# Gear Module For These Machines



## CarlosA (May 3, 2016)

Does anyone know exactly what gear module the head stock gears are on the mini mill and mini lathe? I don`t have a disassmbled set here to measure just yet, but will soon. I found that the change gears seem to be module 1, 20 PA.


----------



## 62Scout (Jul 8, 2016)

I've got a HF 44991 on my bench in pieces right now, due to shattered spindle gears.  I'll be reassembling it tonight and/or tomorrow with the LMS steel gear set.  I'm not sure what a gear module is, but assuming these are measurements that can be taken with calipers, I'd be happy to measure whatever.


----------



## CarlosA (Jul 8, 2016)

Thanks.
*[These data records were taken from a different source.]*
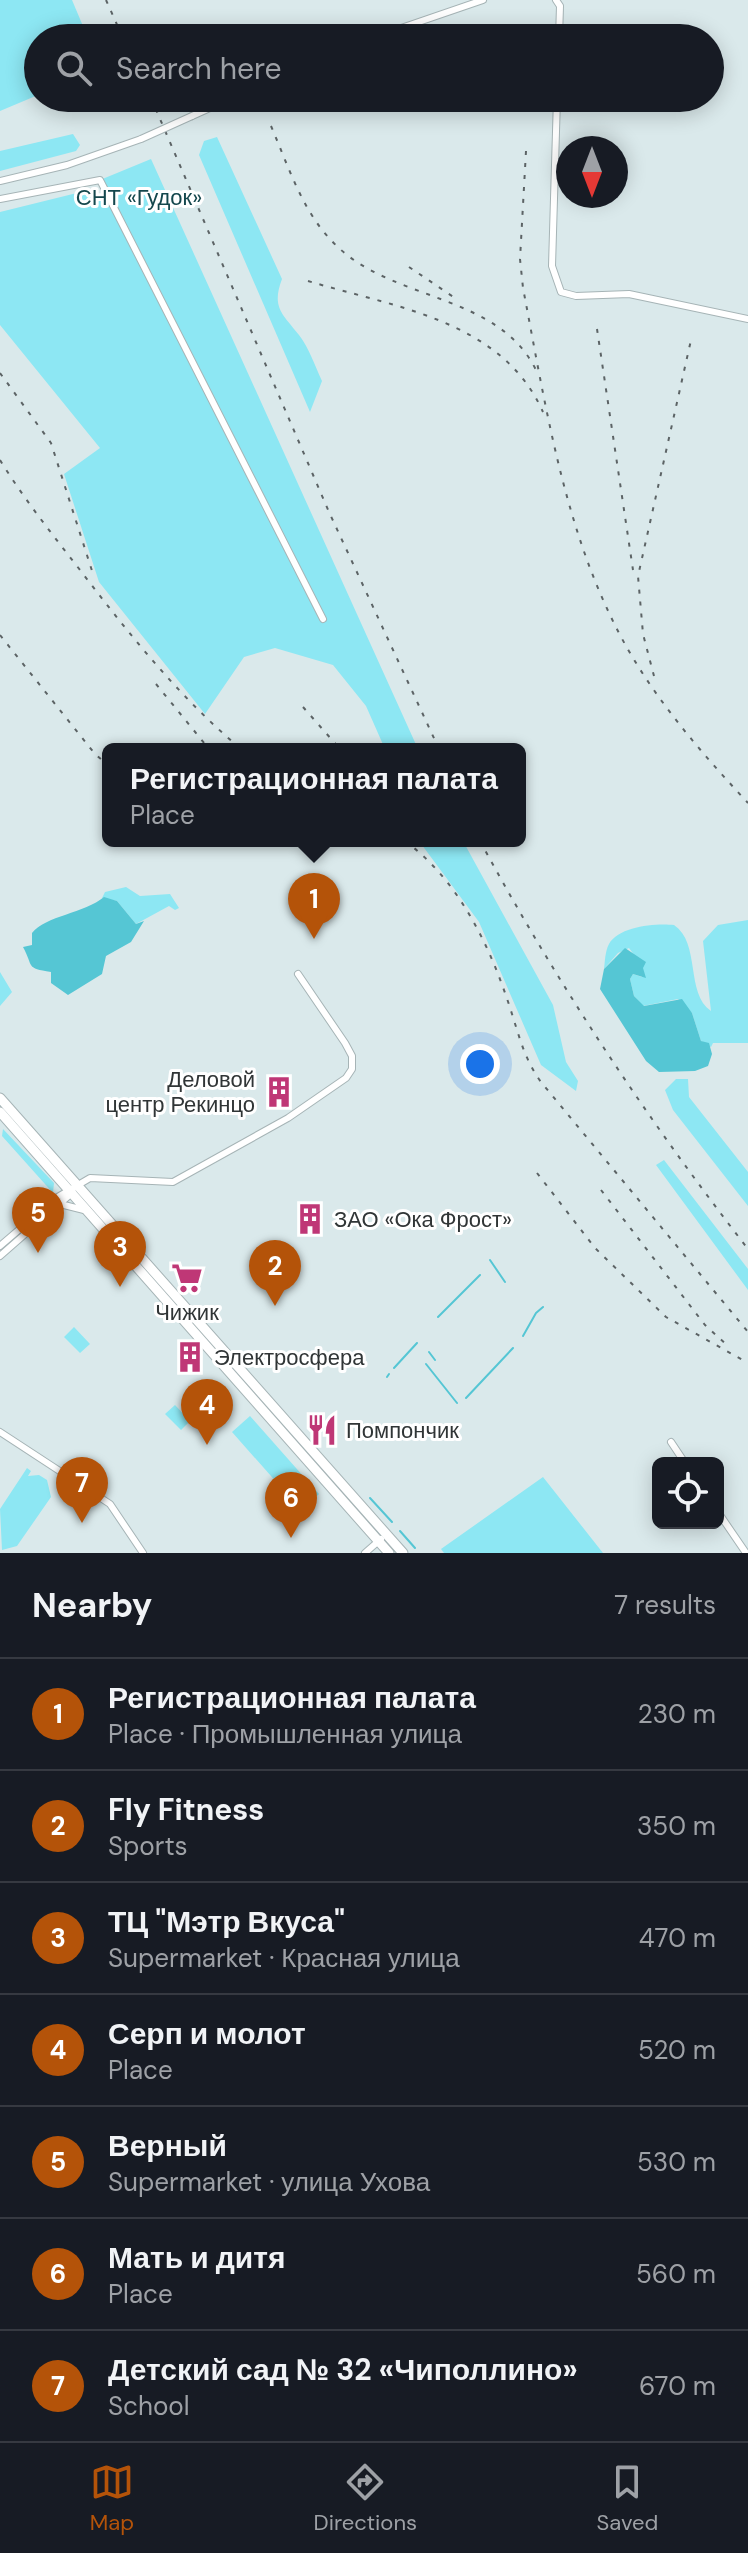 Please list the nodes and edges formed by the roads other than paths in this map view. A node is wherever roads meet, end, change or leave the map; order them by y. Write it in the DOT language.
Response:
graph roads {
  1 [pos="483,0"];
  2 [pos="559,2"];
  3 [pos="413,24"];
  4 [pos="559,24"];
  5 [pos="201,112"];
  6 [pos="557,112"];
  7 [pos="0,181"];
  8 [pos="0,199"];
  9 [pos="748,319"];
  10 [pos="323,619"];
  11 [pos="298,974"];
  12 [pos="0,1098"];
  13 [pos="0,1112"];
  14 [pos="56,1176"];
  15 [pos="72,1190"];
  16 [pos="58,1201"];
  17 [pos="89,1214"];
  18 [pos="0,1246"];
  19 [pos="0,1256"];
  20 [pos="0,1432"];
  21 [pos="671,1442"];
  22 [pos="681,1457"];
  23 [pos="724,1521"];
  24 [pos="383,1537"];
  25 [pos="143,1553"];
  26 [pos="365,1553"];
  27 [pos="389,1553"];
  28 [pos="403,1553"];
  29 [pos="746,1553"];
  1 -- 3 [label="street"];
  2 -- 4 [label="street"];
  5 -- 7 [label="street, bridge"];
  6 -- 9 [label="street"];
  8 -- 10 [label="street"];
  11 -- 15 [label="street"];
  12 -- 15 [label="highway"];
  13 -- 14 [label="highway"];
  14 -- 15 [label="highway"];
  14 -- 16 [label="street"];
  15 -- 16 [label="street"];
  15 -- 17 [label="highway"];
  15 -- 24 [label="highway"];
  16 -- 17 [label="street"];
  16 -- 18 [label="street"];
  16 -- 19 [label="street"];
  17 -- 24 [label="highway"];
  20 -- 25 [label="street"];
  21 -- 22 [label="street"];
  23 -- 29 [label="street"];
  24 -- 26 [label="street"];
  24 -- 27 [label="highway"];
  24 -- 28 [label="highway"];
}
I eventually found that they are module 2.25 with a 20 degree pressure angle. Change gears are module 1.0 and pinion/drive gears on the mini mill are module 1.5.


----------



## dlane (Jul 9, 2016)

Gear module ?
Brand of machine ?


----------



## CarlosA (Jul 9, 2016)

dlane said:


> Gear module ?
> Brand of machine ?



This forum is for the harbor freight style mini mill and mini lathe. Sold by many others under various brands and configurations but generally all having the same headstock/gear configuration.


----------